7DMA has again narrowed down, signs of crossing below 21DMA.

It is currently hanging around supports at 1.1376 levels with leading oscillators to converge the current price dips. Upon the break out below this support would certainly bring in bearish environment again to evidence minimum of 25-30 pips intraday targets.

Even if it holds the current levels, we see restricted upside potential at 1.1440 levels, at this juncture momentum in current dips likely to continue, long term trend seems absolutely non-directional.

RSI (14) on daily and monthly charts generate diverging views to the sideway trend and being bearish bias (Currently, daily RSI trending below at 50s while articulating).
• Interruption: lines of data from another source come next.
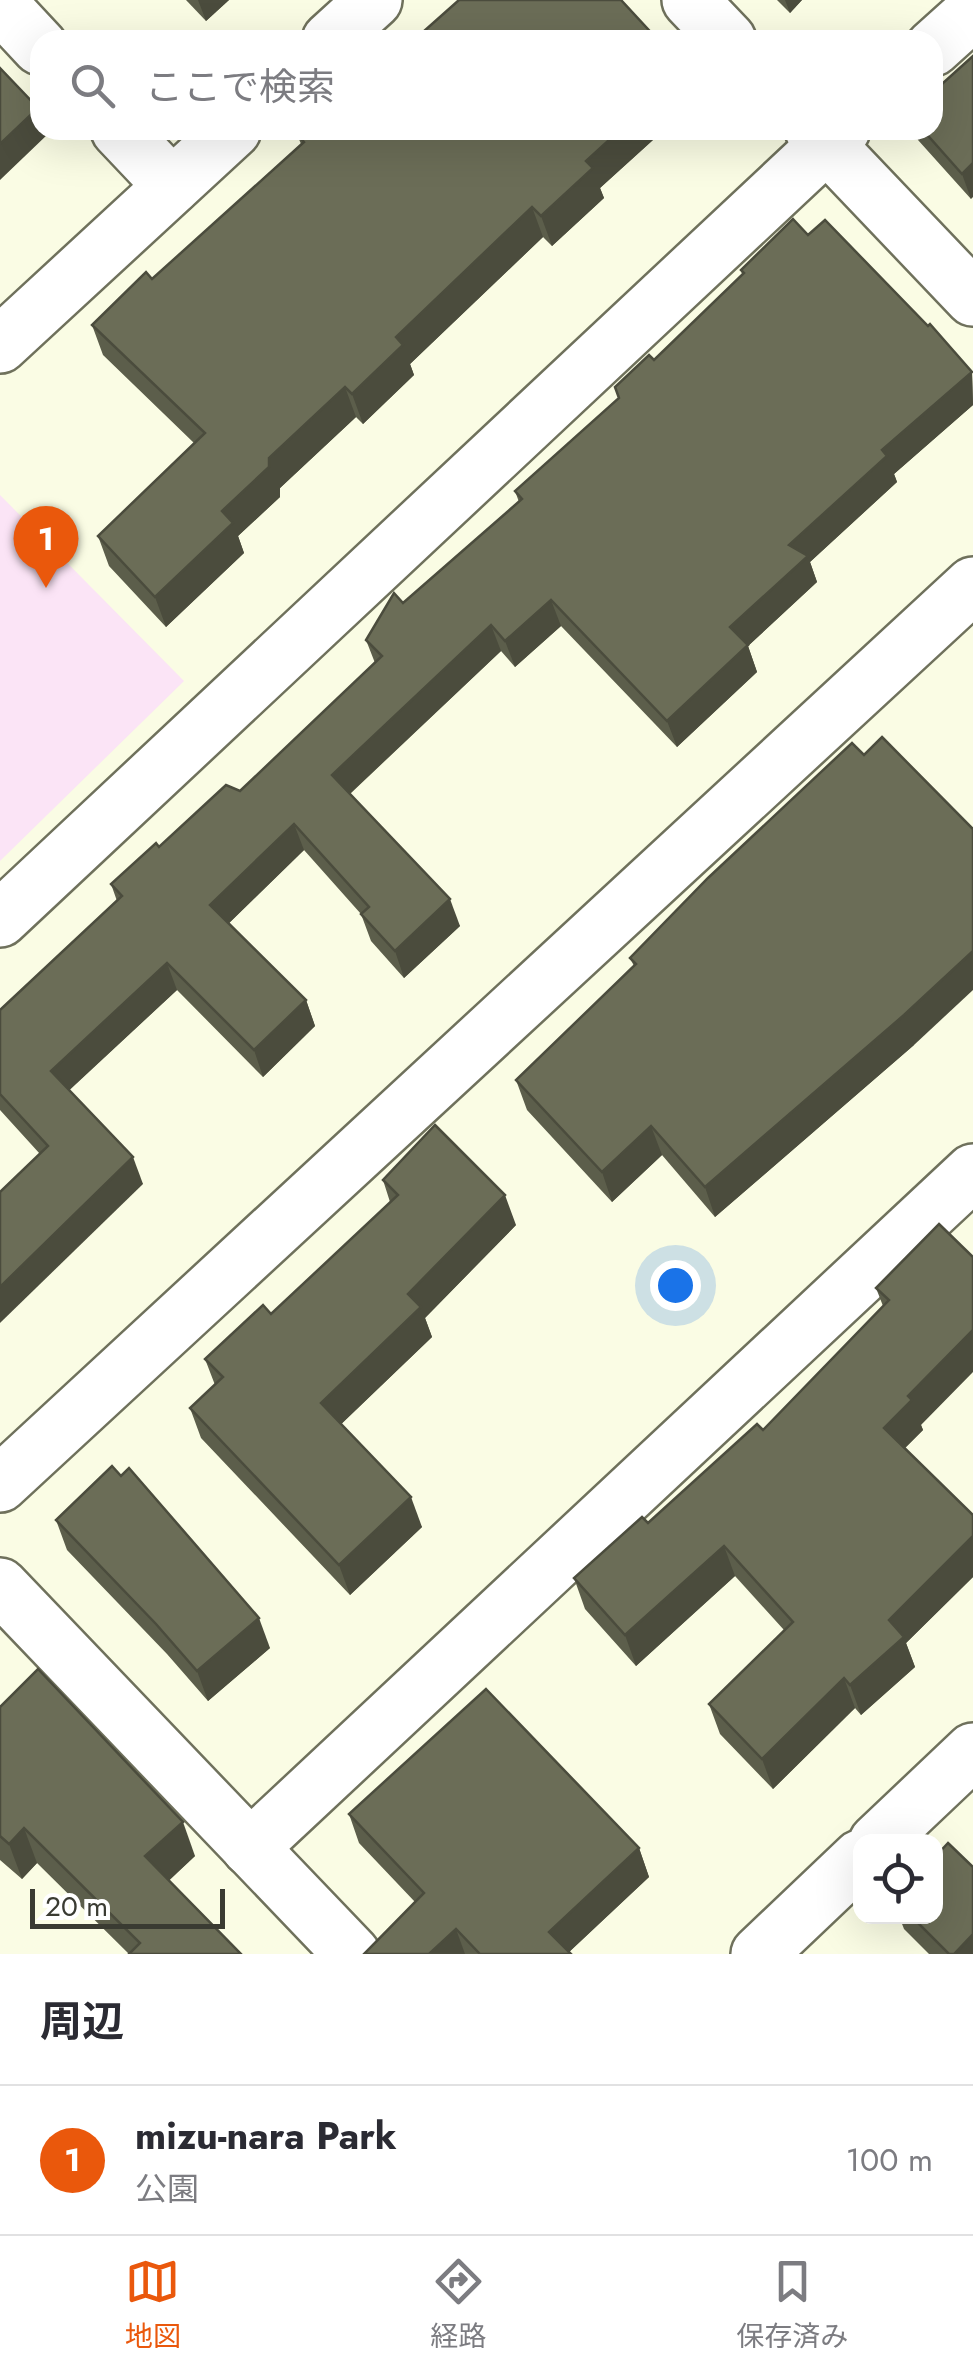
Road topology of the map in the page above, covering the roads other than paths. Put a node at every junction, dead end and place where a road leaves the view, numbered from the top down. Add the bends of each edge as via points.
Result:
1 (374, 0) edge
2 (690, 0) edge
3 (0, 4) edge
4 (973, 12) edge
5 (341, 30) edge
6 (718, 30) edge
7 (30, 36) edge
8 (943, 39) edge
9 (128, 140) edge
10 (222, 140) edge
11 (822, 140) edge
12 (831, 140) edge
13 (172, 186) junction
14 (973, 298) edge
15 (0, 345) edge
16 (973, 585) edge
17 (0, 919) edge
18 (973, 1172) edge
19 (0, 1484) edge
20 (0, 1586) edge
21 (973, 1751) edge
22 (886, 1834) edge
23 (250, 1848) junction
24 (853, 1865) edge
25 (352, 1954) edge
26 (759, 1954) edge

1 - 5 street
2 - 6 street
3 - 7 street
4 - 8 street
9 - 13 street
10 - 13 street
11 - 17 street
12 - 14 street
13 - 15 street
16 - 19 street
18 - 23 street
20 - 23 street
21 - 22 street
23 - 25 street
24 - 26 street

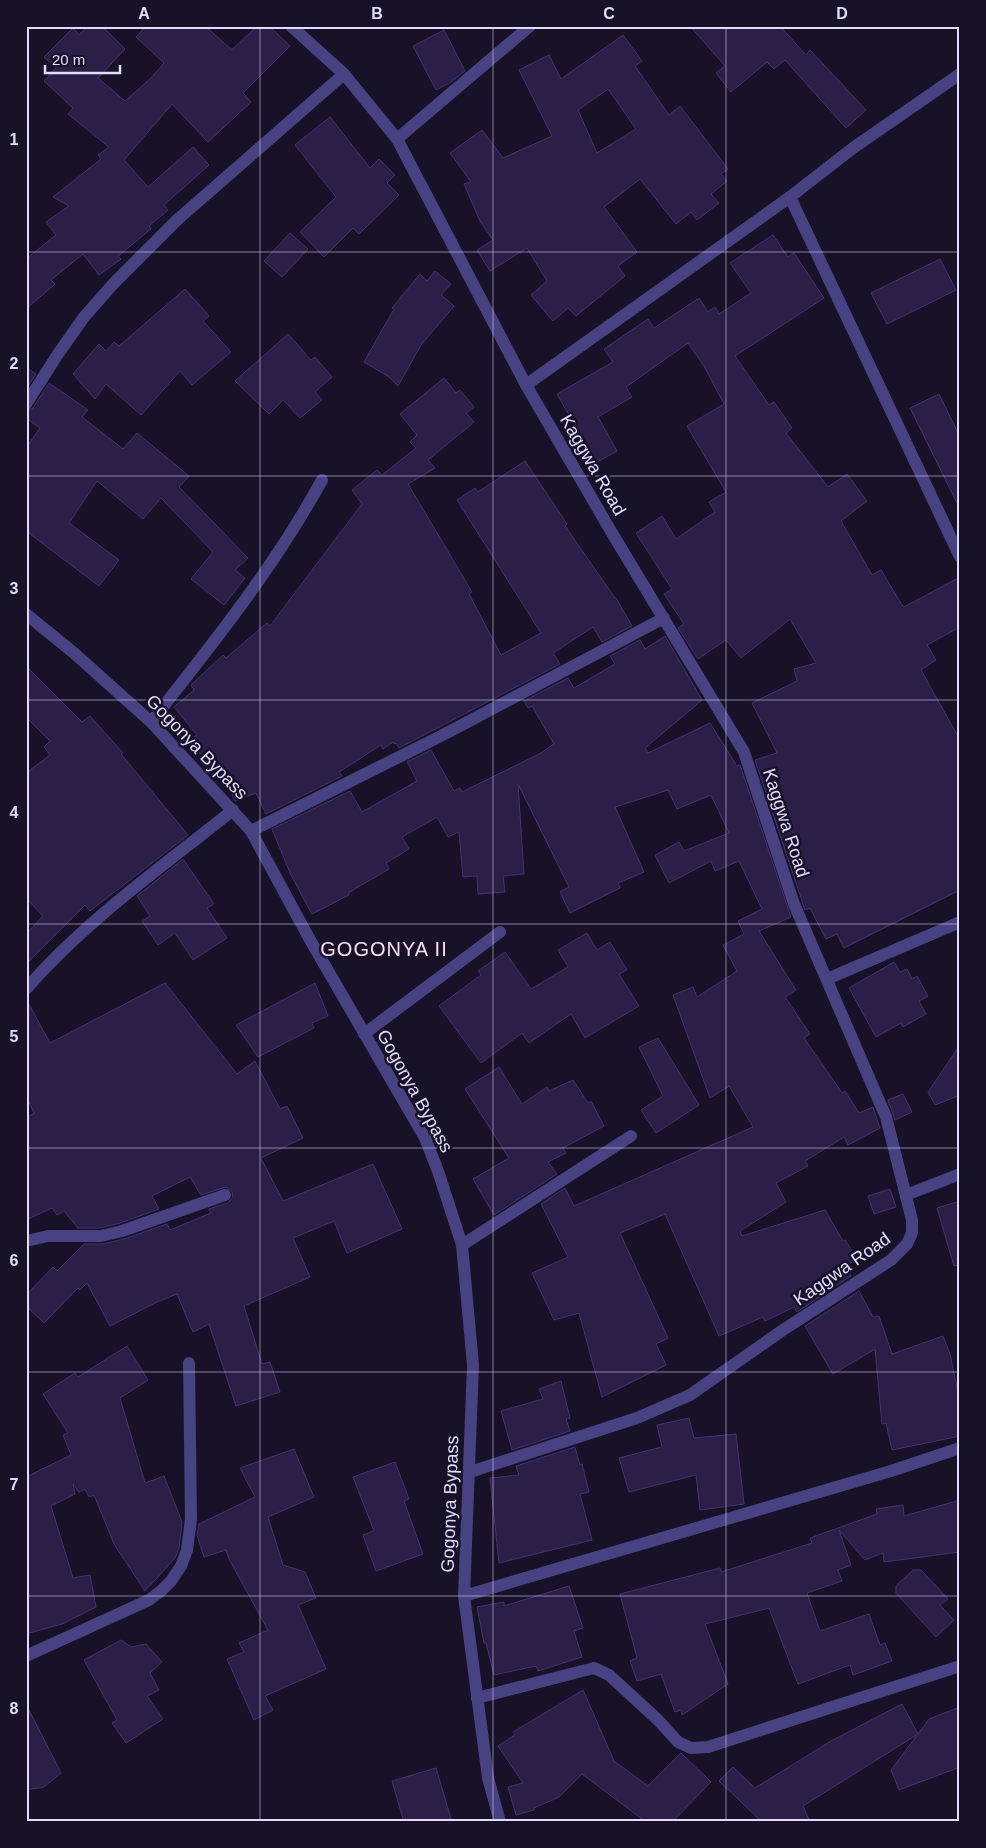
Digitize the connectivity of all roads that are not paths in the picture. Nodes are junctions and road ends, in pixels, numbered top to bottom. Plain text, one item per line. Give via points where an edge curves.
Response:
1 (291, 26) edge
2 (530, 26) edge
3 (344, 74) junction
4 (960, 74) edge
5 (397, 139) junction
6 (790, 197) junction
7 (526, 385) junction
8 (26, 404) edge
9 (322, 480) dead end
10 (960, 557) edge
11 (26, 614) edge
12 (664, 618) junction
13 (151, 722) junction
14 (233, 810) junction
15 (251, 831) junction
16 (960, 922) edge
17 (500, 932) dead end
18 (827, 979) junction
19 (26, 989) edge
20 (364, 1034) junction
21 (631, 1136) dead end
22 (960, 1174) edge
23 (225, 1195) dead end
24 (906, 1195) junction
25 (26, 1241) edge
26 (462, 1245) junction
27 (189, 1363) dead end
28 (960, 1448) edge
29 (470, 1472) junction
30 (464, 1596) junction
31 (26, 1656) edge
32 (960, 1666) edge
33 (477, 1698) junction
34 (500, 1822) edge

1 - 3 street, Kaggwa Road
2 - 5 street
3 - 5 street, Kaggwa Road
3 - 8 street via 177,220 115,282 84,317
4 - 6 street via 853,148
5 - 7 street, Kaggwa Road
6 - 7 street
6 - 10 street
7 - 12 street, Kaggwa Road
9 - 13 street via 304,513 261,576
11 - 13 street, Gogonya Bypass
12 - 15 street
12 - 18 street, Kaggwa Road via 744,752 794,904
13 - 14 street, Gogonya Bypass
14 - 15 street, Gogonya Bypass
14 - 19 street via 108,909
15 - 20 street, Gogonya Bypass
16 - 18 street
17 - 20 street
18 - 24 street, Kaggwa Road via 886,1118
20 - 26 street, Gogonya Bypass via 425,1138
21 - 26 street
22 - 24 street
23 - 25 street via 101,1236 48,1236
24 - 29 street, Kaggwa Road via 912,1233 907,1244 891,1260 690,1395 637,1418
26 - 29 street, Gogonya Bypass via 473,1365
27 - 31 street via 191,1519 187,1550 181,1566 162,1591 148,1600
28 - 30 street
29 - 30 street, Gogonya Bypass
30 - 33 street, Gogonya Bypass
32 - 33 street via 708,1747 691,1748 678,1742 609,1675 594,1668
33 - 34 street, Gogonya Bypass via 488,1778

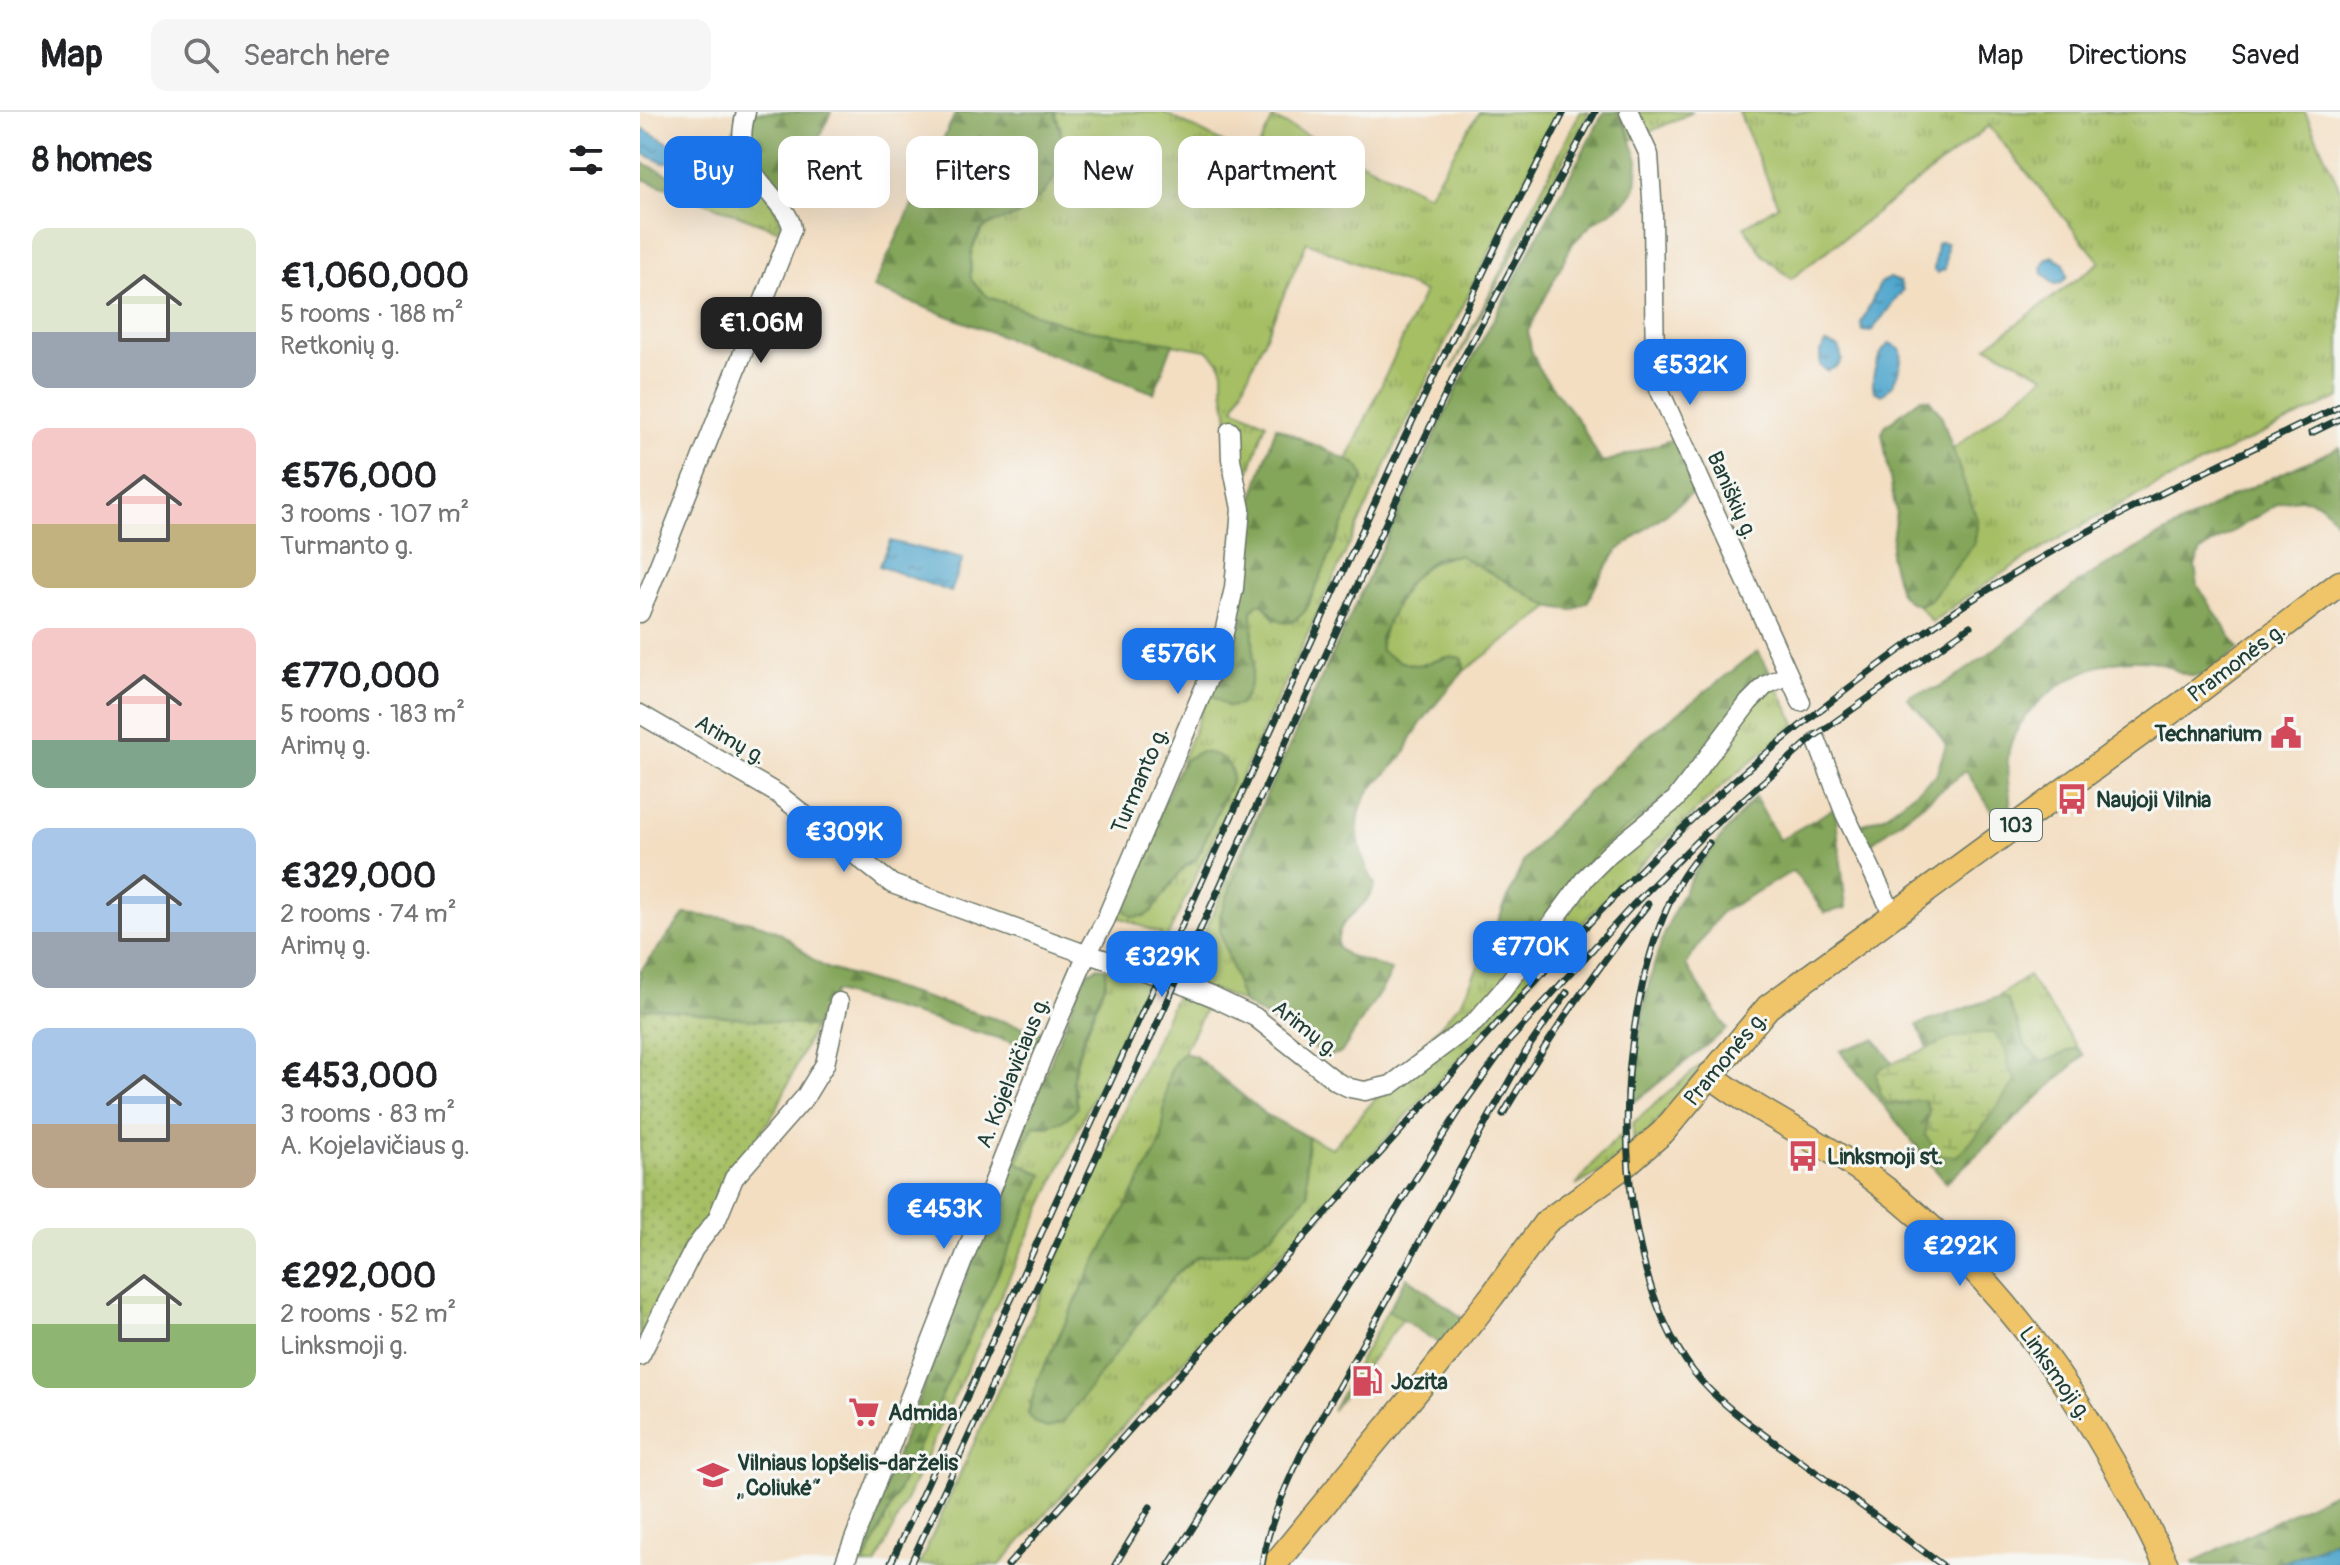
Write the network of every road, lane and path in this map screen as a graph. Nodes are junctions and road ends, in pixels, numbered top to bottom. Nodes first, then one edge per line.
1 (746, 112) edge
2 (1629, 112) edge
3 (1230, 431) dead end
4 (2340, 583) edge
5 (640, 613) edge
6 (1788, 675) junction
7 (1801, 702) dead end
8 (640, 714) edge
9 (1817, 741) dead end
10 (1893, 915) junction
11 (1087, 954) junction
12 (839, 1002) dead end
13 (1710, 1075) junction
14 (640, 1356) edge
15 (2163, 1559) edge
16 (844, 1565) edge
17 (1274, 1565) edge

1 - 5 street
2 - 6 street, Baniškių g.
3 - 11 street, Turmanto g.
4 - 10 main road, Pramonės g. / 103
6 - 7 street, Baniškių g.
6 - 11 street, Arimų g.
8 - 11 street, Arimų g.
9 - 10 street
10 - 13 main road, Pramonės g. / 103
11 - 16 street, A. Kojelavičiaus g.
12 - 14 street
13 - 15 main road, Linksmoji g.
13 - 17 main road, Pramonės g. / 103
While %D crossover on daily right from overbought region has been maintained on slow stochastic curve with every price dips (Currently, %D line at 41.9762, while %K line at 24.7673). Stochastic on monthly curve also remains in the oversold territory but no proper trace of %K crossover that signifies weakness in the euro             .

Overall, for now we’re suspecting sustenance of bounce above 23.6% fibo levels, sideways trend lasted for more than a year.

Hence, in long run we still project below or around 1.12 (23.6% fibos) for Q2 end-2016, a cyclical low of 1.10 or below in Q3 2016.

But for intraday terms, we rely on stochastic and RSI and as they pop up with overbought pressures thus far, so smart way to approach this pair is to deploy the option tunnel using ATM puts is structured as a binary version of a conventional put spread, i.e. long delta puts with higher strikes while writing the lower strikes for above mentioned targets on either side.

Therefore an In-The-Money tunnel would be formed of an In-the-money -0.75 delta put below the current exchange rate less an Out-Of-The-Money put above the exchange rate for targets of minimum 25-30 pips. On delivery terms, one can go shorts in futures contracts of mid month expiries for targets upto 100-125 pips.